Confirmant logiquement l’arrêt rendu par la Cour d'appel de Bourges le 19 novembre 2009 lui ayant été déféré, la Cour de cassation juge que l'inobservation de la mention imposée par l'article L.341 3 du code précité ne pouvait conduire qu'à l'impossibilité pour la banque de se prévaloir de la solidarité, et non à la nullité du cautionnement, lequel demeurait valable en tant que cautionnement simple (Cass. Com. 8 mars 2011, pourvoi n°10-10.699)
Cet arrêt est l’occasion de faire un point sur les mentions manuscrites applicables, depuis la loi dite "Dutreil" n°2003-721 du 1er août 2003 (pour l'initiative économique), à tout cautionnement souscrit après le 5 février 2004, par les personnes physiques s'engageant, par acte sous seing privé, envers un créancier professionnel.
Ainsi, la caution doit-elle "faire précéder sa signature de la mention manuscrite suivante, et uniquement de celle-ci" :
"en me portant caution de X… dans la limite de la somme de … couvrant le paiement du principal, des intérêts, et, le cas échéant, des pénalités ou intérêts de retard et pour la durée de …, je m'engage à rembourser au prêteur les sommes dues sur mes revenus et mes biens si X... n'y satisfait pas lui-même" (article L.341-2 du Code de la Consommation)

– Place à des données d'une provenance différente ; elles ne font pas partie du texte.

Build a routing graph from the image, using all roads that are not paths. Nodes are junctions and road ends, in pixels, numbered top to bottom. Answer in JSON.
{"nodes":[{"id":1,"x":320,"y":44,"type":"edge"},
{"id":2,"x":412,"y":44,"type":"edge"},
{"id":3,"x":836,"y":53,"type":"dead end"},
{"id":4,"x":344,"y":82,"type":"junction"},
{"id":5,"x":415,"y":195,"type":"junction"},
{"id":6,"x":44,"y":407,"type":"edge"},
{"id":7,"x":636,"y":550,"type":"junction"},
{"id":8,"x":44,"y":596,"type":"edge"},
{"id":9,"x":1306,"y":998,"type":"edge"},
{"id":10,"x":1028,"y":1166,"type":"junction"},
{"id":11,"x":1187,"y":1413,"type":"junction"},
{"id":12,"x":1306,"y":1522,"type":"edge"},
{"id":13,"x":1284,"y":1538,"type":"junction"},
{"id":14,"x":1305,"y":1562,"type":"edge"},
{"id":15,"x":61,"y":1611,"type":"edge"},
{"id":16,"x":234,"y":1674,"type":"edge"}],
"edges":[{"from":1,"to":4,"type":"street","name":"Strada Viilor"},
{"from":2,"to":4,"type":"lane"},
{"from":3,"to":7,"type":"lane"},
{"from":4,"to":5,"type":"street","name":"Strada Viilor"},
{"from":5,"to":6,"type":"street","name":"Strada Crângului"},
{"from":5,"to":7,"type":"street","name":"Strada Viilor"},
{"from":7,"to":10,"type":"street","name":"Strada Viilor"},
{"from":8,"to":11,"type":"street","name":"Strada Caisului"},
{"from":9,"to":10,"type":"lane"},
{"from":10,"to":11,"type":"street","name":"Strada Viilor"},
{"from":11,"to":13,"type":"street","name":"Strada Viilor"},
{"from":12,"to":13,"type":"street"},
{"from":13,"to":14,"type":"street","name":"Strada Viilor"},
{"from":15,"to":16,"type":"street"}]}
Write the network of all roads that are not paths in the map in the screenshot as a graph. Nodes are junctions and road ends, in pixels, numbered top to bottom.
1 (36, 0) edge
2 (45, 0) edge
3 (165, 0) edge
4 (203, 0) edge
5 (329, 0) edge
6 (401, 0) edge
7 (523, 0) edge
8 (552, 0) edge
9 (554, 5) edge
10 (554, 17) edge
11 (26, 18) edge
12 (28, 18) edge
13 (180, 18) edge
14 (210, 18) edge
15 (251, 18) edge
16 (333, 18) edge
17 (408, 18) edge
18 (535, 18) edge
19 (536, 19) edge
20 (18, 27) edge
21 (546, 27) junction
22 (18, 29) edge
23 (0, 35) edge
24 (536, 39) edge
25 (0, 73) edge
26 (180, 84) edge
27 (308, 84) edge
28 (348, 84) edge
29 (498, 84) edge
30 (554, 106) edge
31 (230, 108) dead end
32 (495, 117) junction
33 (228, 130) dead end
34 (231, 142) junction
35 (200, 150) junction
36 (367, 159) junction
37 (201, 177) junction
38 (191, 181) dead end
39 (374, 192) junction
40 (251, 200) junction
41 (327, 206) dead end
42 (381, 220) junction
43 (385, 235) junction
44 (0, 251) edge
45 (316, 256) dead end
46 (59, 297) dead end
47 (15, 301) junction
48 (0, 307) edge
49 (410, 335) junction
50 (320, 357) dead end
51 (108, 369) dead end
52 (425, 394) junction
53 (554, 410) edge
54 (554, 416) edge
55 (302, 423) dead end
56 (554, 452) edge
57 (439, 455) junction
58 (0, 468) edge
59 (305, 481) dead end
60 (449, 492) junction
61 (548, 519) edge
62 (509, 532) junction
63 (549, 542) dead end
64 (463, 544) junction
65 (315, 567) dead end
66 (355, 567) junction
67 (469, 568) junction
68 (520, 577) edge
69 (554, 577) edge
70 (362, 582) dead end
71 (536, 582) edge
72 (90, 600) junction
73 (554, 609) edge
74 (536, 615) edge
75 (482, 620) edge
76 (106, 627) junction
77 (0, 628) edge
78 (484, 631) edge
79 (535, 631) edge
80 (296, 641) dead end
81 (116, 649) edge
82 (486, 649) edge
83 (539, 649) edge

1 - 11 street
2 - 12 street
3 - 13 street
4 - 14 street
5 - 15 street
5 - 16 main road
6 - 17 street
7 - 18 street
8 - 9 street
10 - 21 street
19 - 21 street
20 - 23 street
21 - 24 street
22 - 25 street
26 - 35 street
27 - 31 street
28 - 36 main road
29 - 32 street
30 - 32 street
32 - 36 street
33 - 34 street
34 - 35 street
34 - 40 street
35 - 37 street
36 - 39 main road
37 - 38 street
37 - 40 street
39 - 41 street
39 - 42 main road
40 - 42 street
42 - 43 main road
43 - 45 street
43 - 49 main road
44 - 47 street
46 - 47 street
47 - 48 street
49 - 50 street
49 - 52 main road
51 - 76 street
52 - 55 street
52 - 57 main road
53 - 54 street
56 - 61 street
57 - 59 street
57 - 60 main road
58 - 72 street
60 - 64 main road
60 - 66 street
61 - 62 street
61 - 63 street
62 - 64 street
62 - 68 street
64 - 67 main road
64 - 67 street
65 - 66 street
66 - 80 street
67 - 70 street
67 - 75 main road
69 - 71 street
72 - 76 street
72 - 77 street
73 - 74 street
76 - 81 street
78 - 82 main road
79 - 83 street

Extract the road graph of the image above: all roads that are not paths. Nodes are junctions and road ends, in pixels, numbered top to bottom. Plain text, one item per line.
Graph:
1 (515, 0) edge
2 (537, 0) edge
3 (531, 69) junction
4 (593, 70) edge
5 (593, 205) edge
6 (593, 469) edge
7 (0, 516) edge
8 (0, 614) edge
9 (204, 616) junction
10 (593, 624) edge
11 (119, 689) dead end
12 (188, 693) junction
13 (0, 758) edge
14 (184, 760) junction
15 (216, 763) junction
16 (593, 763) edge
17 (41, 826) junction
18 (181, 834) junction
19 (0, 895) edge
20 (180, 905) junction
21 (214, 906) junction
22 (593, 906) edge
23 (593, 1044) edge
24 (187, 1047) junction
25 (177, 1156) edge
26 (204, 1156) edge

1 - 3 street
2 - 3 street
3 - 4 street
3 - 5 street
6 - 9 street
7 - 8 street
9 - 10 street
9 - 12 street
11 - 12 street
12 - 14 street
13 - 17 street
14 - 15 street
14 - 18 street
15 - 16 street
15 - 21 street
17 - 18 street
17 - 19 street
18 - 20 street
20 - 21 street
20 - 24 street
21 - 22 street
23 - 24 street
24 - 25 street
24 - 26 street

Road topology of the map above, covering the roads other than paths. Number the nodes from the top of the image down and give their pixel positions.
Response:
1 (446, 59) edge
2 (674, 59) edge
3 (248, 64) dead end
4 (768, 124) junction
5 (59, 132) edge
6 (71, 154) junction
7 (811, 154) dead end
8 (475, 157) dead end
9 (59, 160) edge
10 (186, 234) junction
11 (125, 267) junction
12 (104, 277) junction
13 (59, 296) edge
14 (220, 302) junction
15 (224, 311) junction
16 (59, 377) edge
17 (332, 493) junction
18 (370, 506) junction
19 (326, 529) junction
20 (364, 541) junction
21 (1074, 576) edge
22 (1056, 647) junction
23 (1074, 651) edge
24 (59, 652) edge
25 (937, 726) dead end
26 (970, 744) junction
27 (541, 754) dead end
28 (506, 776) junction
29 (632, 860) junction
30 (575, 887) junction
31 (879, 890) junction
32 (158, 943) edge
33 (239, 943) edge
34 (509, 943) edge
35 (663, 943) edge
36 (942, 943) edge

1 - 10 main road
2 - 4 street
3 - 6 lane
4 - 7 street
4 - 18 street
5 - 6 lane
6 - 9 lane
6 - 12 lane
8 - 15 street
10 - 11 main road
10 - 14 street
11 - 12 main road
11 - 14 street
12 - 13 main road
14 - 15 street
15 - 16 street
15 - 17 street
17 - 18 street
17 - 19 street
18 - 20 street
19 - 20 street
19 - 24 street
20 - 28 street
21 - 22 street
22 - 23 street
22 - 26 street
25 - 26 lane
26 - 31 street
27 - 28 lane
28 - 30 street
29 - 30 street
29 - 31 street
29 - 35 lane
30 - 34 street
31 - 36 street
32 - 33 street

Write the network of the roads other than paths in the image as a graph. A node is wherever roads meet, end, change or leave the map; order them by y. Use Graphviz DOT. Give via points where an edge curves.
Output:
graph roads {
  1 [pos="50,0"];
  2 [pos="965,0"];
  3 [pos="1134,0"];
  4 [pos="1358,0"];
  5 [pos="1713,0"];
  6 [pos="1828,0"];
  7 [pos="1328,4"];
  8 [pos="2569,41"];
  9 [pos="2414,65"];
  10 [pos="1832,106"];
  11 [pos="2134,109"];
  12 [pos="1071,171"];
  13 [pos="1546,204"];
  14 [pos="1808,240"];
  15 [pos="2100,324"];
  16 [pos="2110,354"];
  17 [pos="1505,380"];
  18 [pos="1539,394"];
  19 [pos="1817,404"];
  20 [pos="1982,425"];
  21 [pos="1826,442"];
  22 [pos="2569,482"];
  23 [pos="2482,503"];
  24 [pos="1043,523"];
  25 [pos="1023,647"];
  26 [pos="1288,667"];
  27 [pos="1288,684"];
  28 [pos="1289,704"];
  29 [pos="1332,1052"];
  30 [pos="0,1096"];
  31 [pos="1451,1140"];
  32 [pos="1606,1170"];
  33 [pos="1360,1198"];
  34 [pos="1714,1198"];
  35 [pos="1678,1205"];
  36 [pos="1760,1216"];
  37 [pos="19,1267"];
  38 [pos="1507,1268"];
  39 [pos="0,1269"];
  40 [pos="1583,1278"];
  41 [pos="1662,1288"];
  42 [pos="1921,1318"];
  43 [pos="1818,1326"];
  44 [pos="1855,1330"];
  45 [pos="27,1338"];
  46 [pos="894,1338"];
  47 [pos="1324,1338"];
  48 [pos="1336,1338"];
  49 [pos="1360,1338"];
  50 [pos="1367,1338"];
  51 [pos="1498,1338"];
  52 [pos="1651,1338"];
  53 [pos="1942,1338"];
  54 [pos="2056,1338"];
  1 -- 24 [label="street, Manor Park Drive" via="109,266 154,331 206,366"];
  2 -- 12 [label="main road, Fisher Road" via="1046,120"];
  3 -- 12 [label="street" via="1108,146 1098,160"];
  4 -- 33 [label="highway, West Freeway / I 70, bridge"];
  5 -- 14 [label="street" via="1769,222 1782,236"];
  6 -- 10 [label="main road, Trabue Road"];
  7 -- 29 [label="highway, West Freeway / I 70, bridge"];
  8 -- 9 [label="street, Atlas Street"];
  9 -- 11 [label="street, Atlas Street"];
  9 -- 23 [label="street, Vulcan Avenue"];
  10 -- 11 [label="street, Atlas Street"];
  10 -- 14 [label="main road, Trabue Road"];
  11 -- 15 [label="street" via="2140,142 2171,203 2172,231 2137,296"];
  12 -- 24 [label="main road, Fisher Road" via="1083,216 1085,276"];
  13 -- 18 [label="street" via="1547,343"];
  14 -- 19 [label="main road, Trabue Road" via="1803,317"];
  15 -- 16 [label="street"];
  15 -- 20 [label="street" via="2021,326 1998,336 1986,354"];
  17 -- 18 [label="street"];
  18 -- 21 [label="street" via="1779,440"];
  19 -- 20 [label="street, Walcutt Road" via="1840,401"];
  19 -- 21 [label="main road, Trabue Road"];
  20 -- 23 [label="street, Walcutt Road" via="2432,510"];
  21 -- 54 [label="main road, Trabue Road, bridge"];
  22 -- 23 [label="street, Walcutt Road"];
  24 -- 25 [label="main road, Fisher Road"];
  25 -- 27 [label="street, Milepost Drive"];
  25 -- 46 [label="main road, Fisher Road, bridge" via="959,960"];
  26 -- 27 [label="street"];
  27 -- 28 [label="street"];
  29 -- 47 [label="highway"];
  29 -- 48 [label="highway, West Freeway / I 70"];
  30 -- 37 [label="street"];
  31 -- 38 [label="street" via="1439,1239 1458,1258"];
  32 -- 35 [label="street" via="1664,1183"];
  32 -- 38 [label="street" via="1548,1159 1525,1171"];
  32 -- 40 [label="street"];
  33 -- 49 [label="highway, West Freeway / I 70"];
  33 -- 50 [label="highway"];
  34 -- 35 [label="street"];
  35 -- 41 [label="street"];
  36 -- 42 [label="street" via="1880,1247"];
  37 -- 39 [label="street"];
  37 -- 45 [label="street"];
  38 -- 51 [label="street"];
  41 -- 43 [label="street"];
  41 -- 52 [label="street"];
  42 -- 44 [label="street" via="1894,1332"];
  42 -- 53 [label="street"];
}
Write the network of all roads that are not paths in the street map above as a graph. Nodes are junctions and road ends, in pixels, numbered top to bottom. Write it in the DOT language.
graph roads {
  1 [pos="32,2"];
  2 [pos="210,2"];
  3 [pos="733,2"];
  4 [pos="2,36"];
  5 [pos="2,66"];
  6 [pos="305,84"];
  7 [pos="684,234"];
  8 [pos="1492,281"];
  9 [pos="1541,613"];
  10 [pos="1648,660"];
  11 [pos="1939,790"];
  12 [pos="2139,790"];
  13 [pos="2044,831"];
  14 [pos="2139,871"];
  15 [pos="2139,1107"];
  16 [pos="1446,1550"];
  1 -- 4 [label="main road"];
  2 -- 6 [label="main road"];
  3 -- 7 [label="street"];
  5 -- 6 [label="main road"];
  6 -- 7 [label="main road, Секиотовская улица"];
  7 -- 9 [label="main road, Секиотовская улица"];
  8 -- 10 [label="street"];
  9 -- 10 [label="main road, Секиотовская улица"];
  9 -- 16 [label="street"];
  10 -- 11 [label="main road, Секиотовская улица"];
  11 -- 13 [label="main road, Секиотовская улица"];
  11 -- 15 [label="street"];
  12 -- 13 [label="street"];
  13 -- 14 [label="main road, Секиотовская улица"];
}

et ce à peine de nullité de l'engagement de caution.
En cas de cautionnement solidaire, la mention suivante doit, elle aussi, précéder la signature de la caution :
"En renonçant au bénéfice de discussion défini à l'article 22-98 du Code Civil et en m'obligeant solidairement avec X..., je m'engage à rembourser le créancier sans pouvoir exiger qu'il poursuivre préalablement …" (article L.341-3 du Code de la Consommation).
Il est aujourd’hui établi que ces mentions s’imposent dès lors que la caution est une personne physique, qu'elle soit avertie ou profane ; en d‘autres termes elles s’appliquent à la caution dirigeante comme au simple particulier.
De même, le "créancier professionnel" n’est pas seulement l’établissement bancaire ou financier, mais « celui dont la créance est née dans l'exercice de sa profession ou se trouve en rapport direct avec l'une de ses activités professionnelles, même si celle-ci n'est pas principale" (Cass. Civ. 1ère 9 juillet 2009 pourvoi n°08-15910).
Si la Cour de cassation a déjà été amenée à juger, dans des cas où la mention s’éloignait nettement de la formule manuscrite imposée, que l’engagement de caution ne pouvait comporter que la mention manuscrite exigée par l'article L.341-2 du code précité à l’exclusion de toute autre, certaines cours d’appel, telles celles de Rennes et Bourges, font preuve d’un formalisme pointilliste (Cass. Com. 28 avril 2009 pourvoi n°08-11616).
Ainsi, la Cour d'appel de Rennes sanctionne-t-elle le fait de joindre les deux mentions en une seule phrase séparée par une simple virgule (Cour d'appel de Rennes 1ère chambre B., 22 janvier 2010 (n°08/08806).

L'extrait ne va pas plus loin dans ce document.